Manusia yang mulia dan paling beruntung adalah yang segera dipisahkan
oleh Tuhan dari dunia. Ribuan malaikat mengangkut mereka langsung ke
surga dengan rumah-rumah cahaya yang telah tersedia. Kepada saudara-
saudara mereka yang ditinggalkan, porak poranda kampung dan kota mereka
adalah medan pendadaran total bagi kebesaran kepribadian manusia Aceh,
karena sesudah ini Tuhan menolong mereka untuk bangkit dan menemukan
kembali kependekaran mereka. Kejadian tersebut dibikin sedahsyat itu
sehingga mengatasi segala tema Aceh Indonesia yang menyengsarakan mereka
selama ini. Rakyat Aceh dan Indonesia kini terbebas dari blok-blok
psikologis yang
memenjarakan mereka selama ini, karena air mata dan duka mereka menyatu,
sehingga akan lahir keputusan dan perubahan membiarkan terus penyakit
itu sehingga politiknya memuakkan, ekonominya nggraras dan kebudayaannya
penuh penghinaan atas martabat diri manusia sendiri-maka Tuhan justru
menambahi penyakit itu, sambil menunggu mereka dengan bencana yang
sejati yang jauh lebih dahsyat. Yang di Aceh bukan bencana pada
pandangan Tuhan. Itu adalah pemuliaan bagi mereka yang nyawanya diambil
malaikat, serta pencerahan dan pembangkitan bagi yang masih dibiarkan
hidup."

"Bagi kami yang awam, semua itu tetap tampak sebagai ketidakadilan...."

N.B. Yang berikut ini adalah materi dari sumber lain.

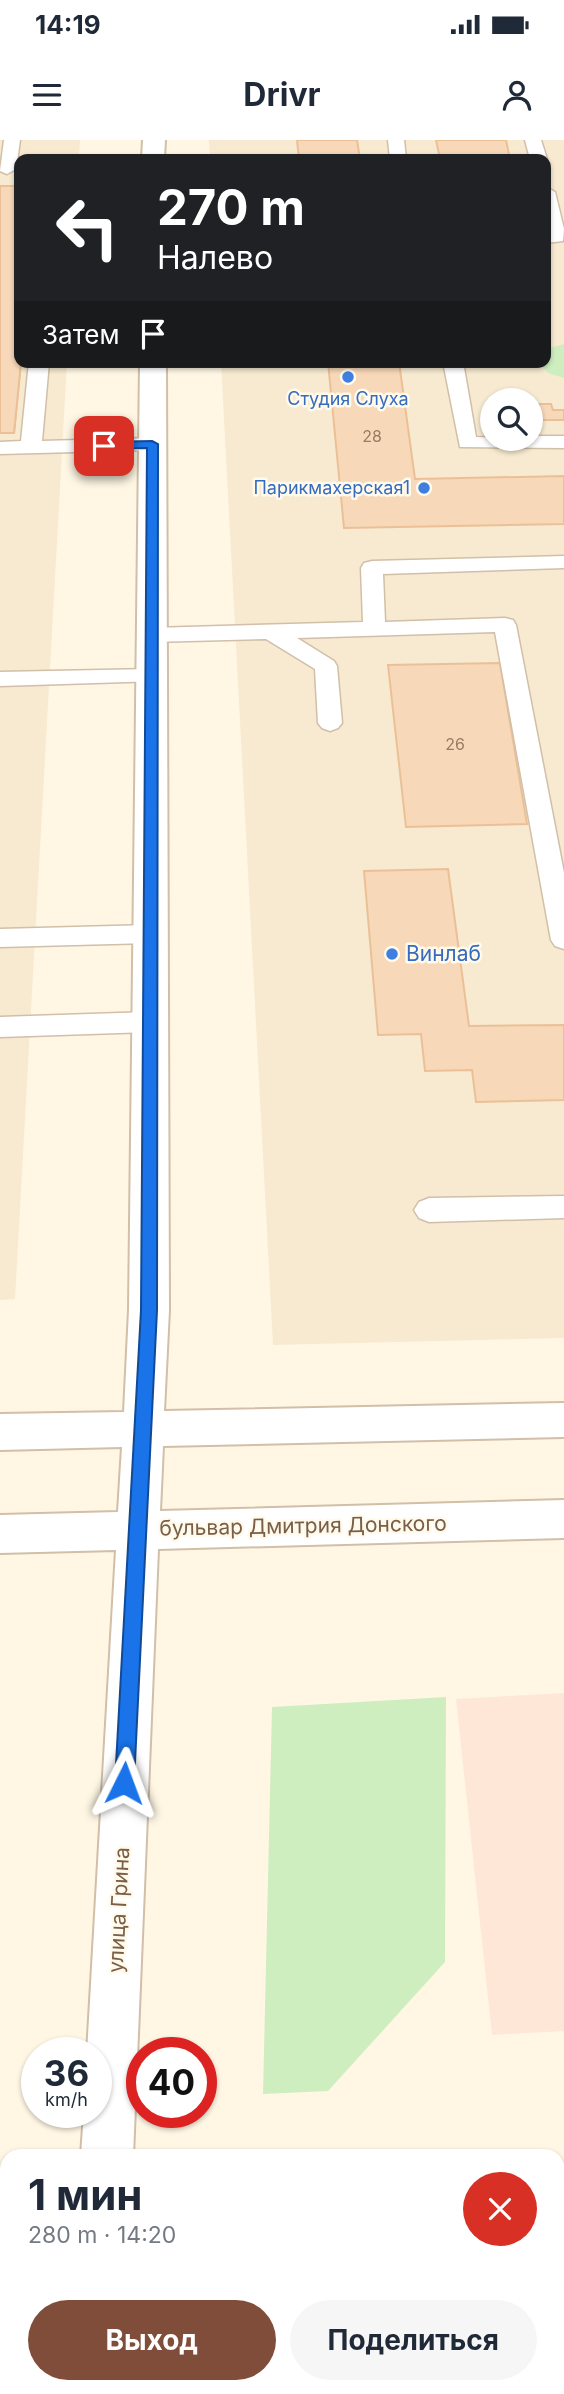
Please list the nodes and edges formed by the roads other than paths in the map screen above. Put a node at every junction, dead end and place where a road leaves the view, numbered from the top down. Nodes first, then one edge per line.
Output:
1 (12, 140) edge
2 (9, 169) edge
3 (551, 212) edge
4 (551, 237) edge
5 (38, 368) edge
6 (153, 368) edge
7 (454, 368) edge
8 (564, 442) edge
9 (152, 444) junction
10 (0, 448) edge
11 (31, 448) junction
12 (564, 562) edge
13 (374, 629) junction
14 (270, 631) junction
15 (151, 635) junction
16 (151, 676) junction
17 (0, 678) edge
18 (330, 723) dead end
19 (150, 934) junction
20 (0, 939) edge
21 (564, 940) edge
22 (149, 1022) junction
23 (0, 1027) edge
24 (564, 1207) edge
25 (429, 1210) dead end
26 (564, 1420) edge
27 (142, 1427) junction
28 (0, 1432) edge
29 (564, 1519) edge
30 (137, 1530) junction
31 (0, 1534) edge
32 (107, 2149) edge

1 - 2 lane
3 - 4 lane
5 - 11 lane
6 - 9 street, улица Грина
7 - 8 lane
9 - 11 lane
9 - 15 street, улица Грина
10 - 11 lane
12 - 13 lane
13 - 14 lane
13 - 21 lane
14 - 15 lane
14 - 18 lane
15 - 16 street, улица Грина
16 - 17 lane
16 - 19 street, улица Грина
19 - 20 lane
19 - 22 street, улица Грина
22 - 23 lane
22 - 27 street, улица Грина
24 - 25 lane
26 - 27 street
27 - 28 street
27 - 30 street, улица Грина
29 - 30 street, бульвар Дмитрия Донского
30 - 31 street, бульвар Дмитрия Донского
30 - 32 street, улица Грина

"Alangkah dungunya kamu!" Sudrun membentak, "Sedangkan ayam menjadi
riang hatinya dan bersyukur jika ia disembelih untuk kenikmatan manusia
meski ayam tidak memiliki kesadaran untuk mengetahui, ia sedang riang
dan bersyukur."

"Jadi, para koruptor dan penindas rakyat tetap aman sejahtera hidupnya?"


"Sampai siang ini, ya. Sebenarnya Tuhan masih sayang kepada mereka
sehingga selama satu dua bulan terakhir ini diberi peringatan
berturut-turut, baik berupa bencana alam, teknologi dan manusia, dengan
frekuensi jauh lebih tinggi dibanding bulan-bulan sebelumnya. Tetapi,
karena itu semua tidak menjadi pelajaran, mungkin itu menjadikan Tuhan
mengambil keputusan untuk memberi peringatan dalam bentuk lebih dahsyat.
Kalau kedahsyatan Aceh belum mengguncangkan jiwa Jakarta untuk mulai
belajar menundukkan muka, ada kemungkinan...."

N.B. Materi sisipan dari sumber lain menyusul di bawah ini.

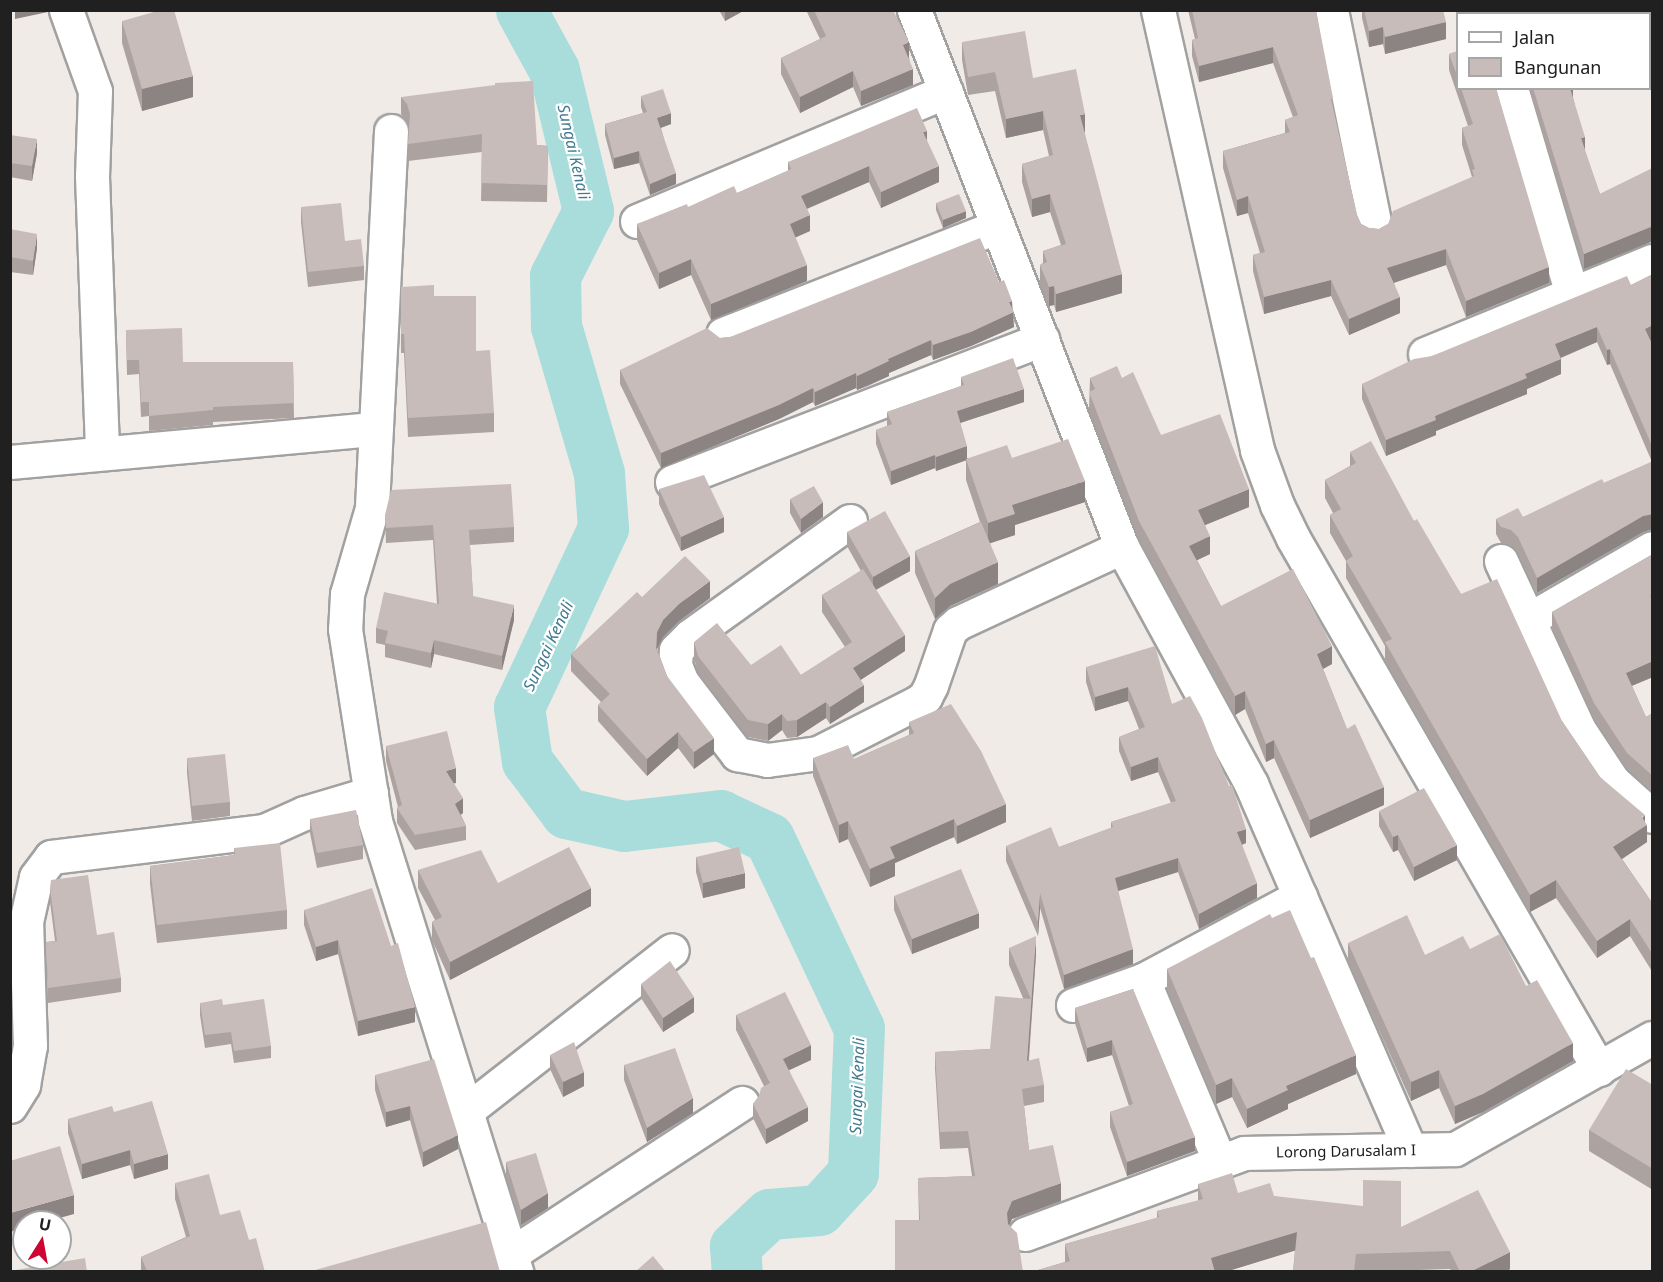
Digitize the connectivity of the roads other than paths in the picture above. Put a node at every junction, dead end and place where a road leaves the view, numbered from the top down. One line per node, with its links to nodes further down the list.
1 (66, 10): 17 (street)
2 (914, 10): 6 (street)
3 (1158, 10): 32 (street)
4 (1331, 10): 10 (street)
5 (1512, 90): 12 (street)
6 (946, 91): 8 (street); 9 (street)
7 (391, 131): 16 (street)
8 (637, 221)
9 (998, 226): 13 (street); 14 (street)
10 (1375, 227)
11 (1653, 261): 12 (street)
12 (1572, 294): 15 (street)
13 (723, 334)
14 (1042, 339): 19 (street); 21 (street)
15 (1425, 354)
16 (376, 429): 17 (street); 25 (street)
17 (102, 453): 18 (street)
18 (10, 462)
19 (672, 482)
20 (850, 521): 21 (street)
21 (1122, 547): 27 (street)
22 (1652, 549): 24 (street)
23 (1501, 561): 24 (street)
24 (1528, 620): 26 (street)
25 (371, 793): 34 (street); 35 (street)
26 (1653, 816)
27 (1300, 896): 29 (street); 36 (street)
28 (672, 950): 35 (street)
29 (1143, 980): 30 (street); 37 (street)
30 (1073, 1005)
31 (1653, 1038): 32 (street, Lorong Darusalam I)
32 (1599, 1069): 36 (street, Lorong Darusalam I)
33 (742, 1103): 39 (street)
34 (10, 1106)
35 (466, 1111): 39 (street)
36 (1410, 1150): 37 (street, Lorong Darusalam I)
37 (1220, 1162): 38 (street, Lorong Darusalam I)
38 (1025, 1234)
39 (514, 1263)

"Jangan pula gunung akan meletus, Kiai!" aku memotong, karena ngeri
membayangkan lanjutan kalimat Sudrun.

"Bilang sendiri sana sama gunung!" ujar Sudrun sambil berdiri dan
ngeloyor meninggalkan saya.

"Kiai!" aku meloncat mendekatinya, "Tolong katakan kepada Tuhan agar
beristirahat sebentar dari menakdirkan bencana-bencana alam...."

"Kenapa kau sebut bencana alam? Kalau yang kau salahkan adalah Tuhan,
kenapa tak kau pakai istilah bencana Tuhan?"

Sudrun benar-benar tak bisa kutahan. Lari menghilang.